7 Basic Rules For A Correct Photography

7 Basic Rules For A Correct Photography

Photo: Jonas Svidras @ STEP.CAMERA

It is sad to invest money in a good SLR camera and not be able to get more than unsuccessful, ugly and disastrous photos, one after another, due to naive oversights about basic rules of photography, rules that every photographer, no matter how beginner, should know. Today I bring you a series of tips and basic rules of photography with which you can take correct pictures of those that satisfy the eye ?From there, make them spectacular will depend only on you.

Basic rules for a correct photograph
1) This rule is very simple but it has tremendous power in the way we visualize the photo. It consists of dividing the image, mentally, in 9 equal parts (by means of 2 horizontal parallel lines and other 2 vertical lines) and then placing the subject at some point of intersection of the lines. This picture illustrates it perfectly:

As you can see, the photographer has placed the bird at the intersection point of the lower left part of the frame. Any other point of intersection would have been equally valid.
This in photography is called strengths. They are points that attract attention and give the subject more interest and prominence.

2) The Law of the Horizon
Useful when photographing landscapes. When you are composing a photo, before shooting, imagine 2 parallel horizontal lines dividing the photo into 3 equal parts. This is applicable in both horizontal and vertical modes.

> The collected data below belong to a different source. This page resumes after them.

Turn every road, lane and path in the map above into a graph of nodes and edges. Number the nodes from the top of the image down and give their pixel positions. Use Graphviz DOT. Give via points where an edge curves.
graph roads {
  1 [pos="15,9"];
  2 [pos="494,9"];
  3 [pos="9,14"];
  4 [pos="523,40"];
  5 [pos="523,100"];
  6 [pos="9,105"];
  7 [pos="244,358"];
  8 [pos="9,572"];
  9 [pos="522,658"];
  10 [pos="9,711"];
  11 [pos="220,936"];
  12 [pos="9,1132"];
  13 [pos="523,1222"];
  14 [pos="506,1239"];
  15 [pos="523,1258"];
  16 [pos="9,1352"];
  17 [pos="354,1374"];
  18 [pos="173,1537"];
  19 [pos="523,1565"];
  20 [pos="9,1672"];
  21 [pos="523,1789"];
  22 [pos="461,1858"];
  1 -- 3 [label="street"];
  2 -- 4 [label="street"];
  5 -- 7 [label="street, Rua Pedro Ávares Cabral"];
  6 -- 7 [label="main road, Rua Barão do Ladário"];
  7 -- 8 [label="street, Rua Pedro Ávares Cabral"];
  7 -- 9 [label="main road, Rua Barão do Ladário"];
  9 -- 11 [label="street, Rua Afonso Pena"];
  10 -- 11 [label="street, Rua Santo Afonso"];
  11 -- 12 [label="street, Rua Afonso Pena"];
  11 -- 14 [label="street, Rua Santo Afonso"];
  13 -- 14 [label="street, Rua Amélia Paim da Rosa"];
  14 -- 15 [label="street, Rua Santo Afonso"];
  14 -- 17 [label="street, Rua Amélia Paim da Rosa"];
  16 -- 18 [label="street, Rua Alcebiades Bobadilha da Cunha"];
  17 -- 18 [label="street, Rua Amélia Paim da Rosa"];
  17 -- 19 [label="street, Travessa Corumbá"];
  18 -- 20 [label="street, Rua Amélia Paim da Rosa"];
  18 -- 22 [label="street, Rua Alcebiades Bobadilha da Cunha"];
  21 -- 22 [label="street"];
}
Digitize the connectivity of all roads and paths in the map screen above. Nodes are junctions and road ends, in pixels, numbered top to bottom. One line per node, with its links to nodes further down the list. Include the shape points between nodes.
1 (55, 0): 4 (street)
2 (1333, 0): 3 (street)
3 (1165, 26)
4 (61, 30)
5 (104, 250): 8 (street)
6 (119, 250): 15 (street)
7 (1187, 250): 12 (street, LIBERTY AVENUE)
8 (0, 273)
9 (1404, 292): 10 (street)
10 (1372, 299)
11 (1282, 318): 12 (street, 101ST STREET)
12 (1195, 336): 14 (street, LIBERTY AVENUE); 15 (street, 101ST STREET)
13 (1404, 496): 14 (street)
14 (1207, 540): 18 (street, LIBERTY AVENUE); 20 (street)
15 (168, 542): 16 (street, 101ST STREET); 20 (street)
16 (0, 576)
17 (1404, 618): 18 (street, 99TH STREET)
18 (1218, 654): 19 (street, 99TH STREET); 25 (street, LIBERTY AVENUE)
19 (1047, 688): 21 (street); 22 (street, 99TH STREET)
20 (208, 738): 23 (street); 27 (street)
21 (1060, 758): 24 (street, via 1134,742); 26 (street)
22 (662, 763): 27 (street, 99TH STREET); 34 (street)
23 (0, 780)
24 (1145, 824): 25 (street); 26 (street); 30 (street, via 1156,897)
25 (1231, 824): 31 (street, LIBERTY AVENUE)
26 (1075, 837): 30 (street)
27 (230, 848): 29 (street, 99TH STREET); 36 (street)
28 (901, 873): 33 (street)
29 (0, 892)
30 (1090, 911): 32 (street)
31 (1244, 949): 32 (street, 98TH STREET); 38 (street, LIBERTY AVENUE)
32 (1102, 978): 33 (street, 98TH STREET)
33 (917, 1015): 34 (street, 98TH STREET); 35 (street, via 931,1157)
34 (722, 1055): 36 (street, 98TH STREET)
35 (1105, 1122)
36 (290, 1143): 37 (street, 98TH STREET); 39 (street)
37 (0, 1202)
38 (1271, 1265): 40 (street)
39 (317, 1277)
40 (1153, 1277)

If what you want to have special interest is the sky, locate the horizon on the bottom line. If on the contrary you want to give greater importance to the terrestrial landscape, place the horizon in the second line, the superior one.

It’s that simple

3) Explore new angles
Experience photography by shooting with your camera from daring and unusual angles. For example, take a picture of yourself in the rearview mirror of the car (only when you are not the driver, please) or capture the image of a historic building reflected in a puddle of water.

4) Come without fear to the subjects
Use the Macro function of your camera (in automatic mode you can identify it with a flower symbol, and in SLR cameras using a Macro lens) and take close-up photos of small objects. Capture details You could even focus exclusively on the detail by ignoring the rest of the object. The results are usually very striking.

5) Adopt the height of your small subjects of age
To achieve magnificent photos of children, squat or kneel, try to lower and place the camera at the same height as the child or animal you want to photograph, and transmit more realism.

6) Use the flash on the outside
For portraits, use the flash on the outside. Although it makes a particularly sunny day, the flash helps prevent the areas of shade that occupy the face of the person by wearing eg hat or something that casts shade or because the sun is on or behind the person photographed. The best thing to avoid in forcing the flash. It is called fill flash, and its purpose is not to illuminate the darkness, but to fill the face of the subject with light so that it is uniform with what surrounds it.

and the golden advice ..

7) Always shoot in RAW
Make all your photos in RAW. This format preserves all the elements of the photo (colors, light, shadows, saturation) and allows, by means of a subsequent processing, to move them at our whim. Making a photo in JPG produces a final photo in which we would not have more room for modification. (More on the advantages and disadvantages of shooting in RAW, here ).